A. SCW, as the name implies, is a wizard-driven interface that helps you lock down your Windows 2003 SP1 server. SCW detects what software is installed and used on the system, then asks questions to ascertain what lockdown settings will maximize the security of the box without hindering the system's ability to perform its everyday tasks. To configure SCW, perform these steps:

  1. Open SCW (Start, Programs, Administrative Tools, Security Configuration Wizard).
  2. Click Next at the SCW Welcome page.
  3. You have the option of creating a new policy, editing an existing policy, applying an already created policy, or rolling back a policy that's been applied. Select "Create a new security policy" and click Next.
  4. Select a server to act as a baseline, as the figure shows. SCW will scan this machine to ascertain which roles it performs so that SCW can automate security decisions. If, for example, you want to define a Microsoft Exchange Server policy, make sure you select an Exchange server as the baseline. Click Next.
  5. SCW now checks the system to determine which roles it performs. If you click View Configuration Database after the check, SCW displays which roles are known to the system and which roles SCW has detected as either installed (enabled) or not installed (disabled) on the server, as the figure shows. After viewing this database, close the dialog box and click Next to continue working through the wizard.
  6. Click Next at the introductory screen of the roles-based section of SCW.

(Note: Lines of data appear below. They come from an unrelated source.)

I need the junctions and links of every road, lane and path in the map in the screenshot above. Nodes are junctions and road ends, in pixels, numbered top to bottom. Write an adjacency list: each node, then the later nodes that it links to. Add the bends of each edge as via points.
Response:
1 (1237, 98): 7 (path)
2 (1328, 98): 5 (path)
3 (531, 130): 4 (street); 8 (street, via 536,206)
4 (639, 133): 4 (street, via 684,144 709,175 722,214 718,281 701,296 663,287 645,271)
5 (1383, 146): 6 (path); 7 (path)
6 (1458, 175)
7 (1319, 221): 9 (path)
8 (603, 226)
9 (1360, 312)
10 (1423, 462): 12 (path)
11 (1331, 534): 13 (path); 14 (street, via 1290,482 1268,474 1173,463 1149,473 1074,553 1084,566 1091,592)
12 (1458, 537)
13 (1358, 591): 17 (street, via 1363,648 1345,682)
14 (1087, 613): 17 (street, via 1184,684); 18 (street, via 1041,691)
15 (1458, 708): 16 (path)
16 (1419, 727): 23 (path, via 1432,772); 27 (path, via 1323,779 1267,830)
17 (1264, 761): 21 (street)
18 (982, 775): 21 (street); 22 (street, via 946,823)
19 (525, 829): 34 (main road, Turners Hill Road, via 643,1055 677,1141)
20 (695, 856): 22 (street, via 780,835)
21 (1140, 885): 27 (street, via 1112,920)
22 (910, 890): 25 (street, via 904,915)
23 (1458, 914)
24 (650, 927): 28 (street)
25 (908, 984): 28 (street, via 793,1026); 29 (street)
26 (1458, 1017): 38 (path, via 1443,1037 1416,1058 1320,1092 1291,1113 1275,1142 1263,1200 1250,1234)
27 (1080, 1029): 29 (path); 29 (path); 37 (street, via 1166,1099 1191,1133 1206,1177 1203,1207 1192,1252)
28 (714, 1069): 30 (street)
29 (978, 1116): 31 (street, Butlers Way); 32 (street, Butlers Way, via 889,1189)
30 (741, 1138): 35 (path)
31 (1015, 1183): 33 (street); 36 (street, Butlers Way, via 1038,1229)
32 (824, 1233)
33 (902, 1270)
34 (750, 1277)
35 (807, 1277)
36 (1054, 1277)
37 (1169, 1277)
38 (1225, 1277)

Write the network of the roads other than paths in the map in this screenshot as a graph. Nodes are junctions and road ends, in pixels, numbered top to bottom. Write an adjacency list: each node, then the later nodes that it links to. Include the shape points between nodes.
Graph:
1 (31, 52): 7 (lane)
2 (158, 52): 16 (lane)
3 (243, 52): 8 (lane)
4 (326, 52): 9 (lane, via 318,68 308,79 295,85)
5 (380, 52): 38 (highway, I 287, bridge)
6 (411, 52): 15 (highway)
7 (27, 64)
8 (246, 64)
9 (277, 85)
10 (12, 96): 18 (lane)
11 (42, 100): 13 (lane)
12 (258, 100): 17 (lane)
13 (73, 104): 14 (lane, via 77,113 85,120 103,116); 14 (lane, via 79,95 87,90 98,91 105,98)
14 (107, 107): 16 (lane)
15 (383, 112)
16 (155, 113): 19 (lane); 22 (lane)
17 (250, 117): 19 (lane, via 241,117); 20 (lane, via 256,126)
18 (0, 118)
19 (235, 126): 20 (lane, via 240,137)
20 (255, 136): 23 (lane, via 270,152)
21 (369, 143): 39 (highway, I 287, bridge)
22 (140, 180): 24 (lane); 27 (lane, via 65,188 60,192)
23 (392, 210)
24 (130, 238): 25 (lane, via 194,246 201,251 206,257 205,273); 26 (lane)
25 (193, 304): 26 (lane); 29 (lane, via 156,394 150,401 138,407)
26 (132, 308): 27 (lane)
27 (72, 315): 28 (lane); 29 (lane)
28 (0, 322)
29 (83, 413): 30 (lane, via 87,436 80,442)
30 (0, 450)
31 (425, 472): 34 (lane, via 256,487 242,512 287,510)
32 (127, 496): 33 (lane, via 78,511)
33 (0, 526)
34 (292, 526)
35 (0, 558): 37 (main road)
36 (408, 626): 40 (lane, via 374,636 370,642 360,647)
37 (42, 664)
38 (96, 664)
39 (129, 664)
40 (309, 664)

  7. The wizard displays a list of all the installed roles and a check next to those that are actually in use, as the figure shows. Select or clear the check boxes, as appropriate. Click Next.
  8. The next screen displays the installed client features (e.g., DNS client, DHCP client). Again select or clear check boxes as required, and click Next.
  9. This screen displays other options and services (e.g., the Alerter service, audio). For a Microsoft Systems Management Server (SMS) server, watch for the Background Intelligent Transfer Service (BITS) service. It might be in use but not selected. If so, make sure you select it. Select or clear the appropriate options and click Next.
  10. This screen displays nonstandard Windows services. Select or clear the check boxes as needed. Click Next.
  11. Because the policy you're defining might be applied to other servers that could have different services, SCW asks what it should do if it finds a service not defined in this policy. The default setting is to not change the service's startup mode, but you can configure SCW to disable it if you want. Click Next.
  12. A summary screen displays all the changes to the services, as the figure shows. Click Next.
  13. Next, SCW displays a list of the ports in use and their purposes, as the figure shows. You can add ports as required. Click Next to display the confirmation of the ports' status. Click Next again to open the Registry Settings section.
  14. Next, SCW asks a series of questions about the types of servers and clients that will connect to this machine. The first screen asks about client computers and the amount of spare resources on the server to allow it to perform signing of communications. Ensure that the selected options are correct and click Next.
  15. Next, confirm that all directory-enabled computers are Windows 2000 Server SP3 or later. Click Next.
  16. Select the authentication methods used in the environment (e.g., domain and local accounts). By default, only domain accounts are selected. Click Next.
  17. Select outbound authentication options related to the OS and clock synchronization. Click Next.
  18. Select the type of LAN Manager authentication, which depends on the clients in use and how they connect, as the figure shows. Click Next.
  19. SCW next displays a summary of registry changes. Click Next to open the Audit Policy section, then click Next again.
  20. SCW displays the level of auditing required for the system. You must select the desired auditing level (e.g., "Don't audit," "Audit successful events," "Audit both successful and unsuccessful events"). Even if you select "Audit successful events," the system will still log some failures, which SCW displays in the next screen. Click Next.
  21. SCW displays a summary of the events and audit types for confirmation. Click Next.
  22. The Microsoft IIS section opens and displays a list of Web extension options that you can select for use on the server. Click Next.
  23. You'll see a list of virtual directories to keep. Any directories that link to an invalid folder are unselected by default. Click Next.
  24. Select whether to enable Anonymous write access to content. Click Next.
  25. SCW displays the IIS settings summary page. Click Next to open the Save Security section.
  26. Enter a name for the settings file and a location to save it to. Click Next. The policy is saved in XML format.
  27. Click OK at the warning message that says the machine will reboot after applying the policy.
  28. Select whether to apply the policy now or later. Click Next.
  29. SCW applies the policy (if you selected to apply the policy), and the machine reboots.

You can now run the saved policy on other machines via the SCW option to configure a machine from an existing configuration file.